An official update posted by Reddit reveals that an attacker broke into a few systems on the company’s network and stole user data. The theft consisted of a 2007 database backup containing salted hashed passwords along with “some” current email addresses. Reddit is currently working with law enforcement as they investigate the breach.
According to Reddit, the leaked database backup includes usernames and salted hashed passwords used between the site’s launch in 2005 through May 2007. It also includes email addresses, public content and private messages. Reddit users with data contained in this backup will be notified to reset their passwords. Those who created a Reddit account after May 2007 are not affected in this specific portion of the breach.

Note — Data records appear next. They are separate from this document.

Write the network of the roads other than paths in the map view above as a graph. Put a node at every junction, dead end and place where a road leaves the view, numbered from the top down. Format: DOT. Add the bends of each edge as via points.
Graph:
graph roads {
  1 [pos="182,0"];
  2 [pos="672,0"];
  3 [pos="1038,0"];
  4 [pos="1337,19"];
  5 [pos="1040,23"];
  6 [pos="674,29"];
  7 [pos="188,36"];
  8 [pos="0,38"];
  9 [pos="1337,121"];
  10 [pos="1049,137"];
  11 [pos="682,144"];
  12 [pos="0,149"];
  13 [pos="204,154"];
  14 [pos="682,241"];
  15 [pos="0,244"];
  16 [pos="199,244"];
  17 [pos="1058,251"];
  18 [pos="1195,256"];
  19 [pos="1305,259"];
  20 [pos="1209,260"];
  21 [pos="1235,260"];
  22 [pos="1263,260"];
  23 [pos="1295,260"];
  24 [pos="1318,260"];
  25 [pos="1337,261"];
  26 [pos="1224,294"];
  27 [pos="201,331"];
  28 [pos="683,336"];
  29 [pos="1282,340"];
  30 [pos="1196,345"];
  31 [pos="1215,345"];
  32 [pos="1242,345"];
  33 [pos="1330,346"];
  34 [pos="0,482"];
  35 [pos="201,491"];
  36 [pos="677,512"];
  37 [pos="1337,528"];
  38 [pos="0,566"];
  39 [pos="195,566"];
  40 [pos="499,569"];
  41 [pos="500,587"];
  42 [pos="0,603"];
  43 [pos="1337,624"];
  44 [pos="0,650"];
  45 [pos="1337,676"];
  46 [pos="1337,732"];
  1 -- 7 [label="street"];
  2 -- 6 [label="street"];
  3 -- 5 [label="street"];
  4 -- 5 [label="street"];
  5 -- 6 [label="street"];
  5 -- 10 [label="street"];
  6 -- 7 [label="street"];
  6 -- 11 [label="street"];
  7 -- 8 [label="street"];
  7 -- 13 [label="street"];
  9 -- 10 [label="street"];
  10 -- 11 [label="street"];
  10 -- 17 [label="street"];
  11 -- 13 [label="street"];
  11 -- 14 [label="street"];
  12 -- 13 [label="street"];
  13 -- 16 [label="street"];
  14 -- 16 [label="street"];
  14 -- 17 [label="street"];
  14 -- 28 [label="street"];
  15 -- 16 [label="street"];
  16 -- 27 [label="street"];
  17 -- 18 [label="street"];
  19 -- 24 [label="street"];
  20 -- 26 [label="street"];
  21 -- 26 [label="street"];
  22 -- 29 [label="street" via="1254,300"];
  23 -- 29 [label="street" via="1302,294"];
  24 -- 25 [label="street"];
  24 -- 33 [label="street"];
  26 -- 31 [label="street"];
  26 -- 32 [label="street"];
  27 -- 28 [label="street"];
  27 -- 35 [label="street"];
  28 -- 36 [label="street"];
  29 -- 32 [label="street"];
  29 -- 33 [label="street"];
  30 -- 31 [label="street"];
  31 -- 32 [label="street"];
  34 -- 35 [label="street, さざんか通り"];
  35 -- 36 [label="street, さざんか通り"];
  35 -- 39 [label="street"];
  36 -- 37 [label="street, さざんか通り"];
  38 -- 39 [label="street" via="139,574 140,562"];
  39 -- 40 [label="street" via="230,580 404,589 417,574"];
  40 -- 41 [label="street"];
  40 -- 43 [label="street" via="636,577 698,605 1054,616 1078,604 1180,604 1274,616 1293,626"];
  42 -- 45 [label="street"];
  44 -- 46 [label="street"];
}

If you’re not familiar with the “hash” term, hashing converts a password into a value with a fixed length that cannot be reversed without lots of computing power. “Salting” means throwing an additional, random secret value into a password so that hackers can’t use dictionary attacks. Servers create a new randomly-generated salt for each password and hashes them together using cryptography.
Reddit also said the attacker gained access to email digests from noreply@redditmail.com sent between June 3 and June 17, 2018. As shown above, the digests connect usernames to email addresses and also highlights subscribed subreddits. Those who don’t associate their email address to their Reddit account and/or unchecked the “email digests” option in their account are not affected.

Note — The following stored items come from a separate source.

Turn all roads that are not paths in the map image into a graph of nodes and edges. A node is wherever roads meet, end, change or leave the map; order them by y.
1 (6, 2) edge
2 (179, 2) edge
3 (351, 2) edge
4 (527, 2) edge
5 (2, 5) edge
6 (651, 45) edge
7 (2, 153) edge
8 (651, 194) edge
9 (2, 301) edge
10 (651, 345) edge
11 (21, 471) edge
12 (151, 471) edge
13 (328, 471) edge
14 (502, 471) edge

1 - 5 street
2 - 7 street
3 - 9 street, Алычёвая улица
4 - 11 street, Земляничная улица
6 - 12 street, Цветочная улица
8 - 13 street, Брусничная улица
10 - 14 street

Still, that’s not all. Because the hacker had read access to Reddit’s storage systems, the attacker obtained source code, internal logs, configuration files and employee workspace files. On the end-user side, the 2007 database and email digests were the source of the attacker’s treasure trove.
How did the attacker infiltrate Reddit? Through “a few” compromised employee accounts tied to Reddit’s cloud and source code hosting providers. These accounts were protected by two-factor authentication through SMS messaging, which isn’t the most secure form of credential verification. Reddit suggests everyone move to token-based two-factor authentication like facial recognition, fingerprint scanning, and USB-based keys.
“Although this was a serious attack, the attacker did not gain write access to Reddit systems; they gained read-only access to some systems that contained backup data, source code and other logs,” the company reports. “They were not able to alter Reddit information, and we have taken steps since the event to further lock down and rotate all production secrets and API keys, and to enhance our logging and monitoring systems.”
Reddit discovered the breach on June 19, which took place between June 14 and June 18. After discovering the breach, Reddit worked with its cloud and source code hosting partners to understand what the attacker accessed. The company also reported the hack to law enforcement and began messaging user accounts. Reddit took additional steps to better secure its network as well.
Reddit suggests that users reconsider their passwords if they’ve been in use for years on the site and/or elsewhere. Reddit also suggests using strong, unique passwords and authenticator apps to take advantage of the site’s two-factor authentication feature.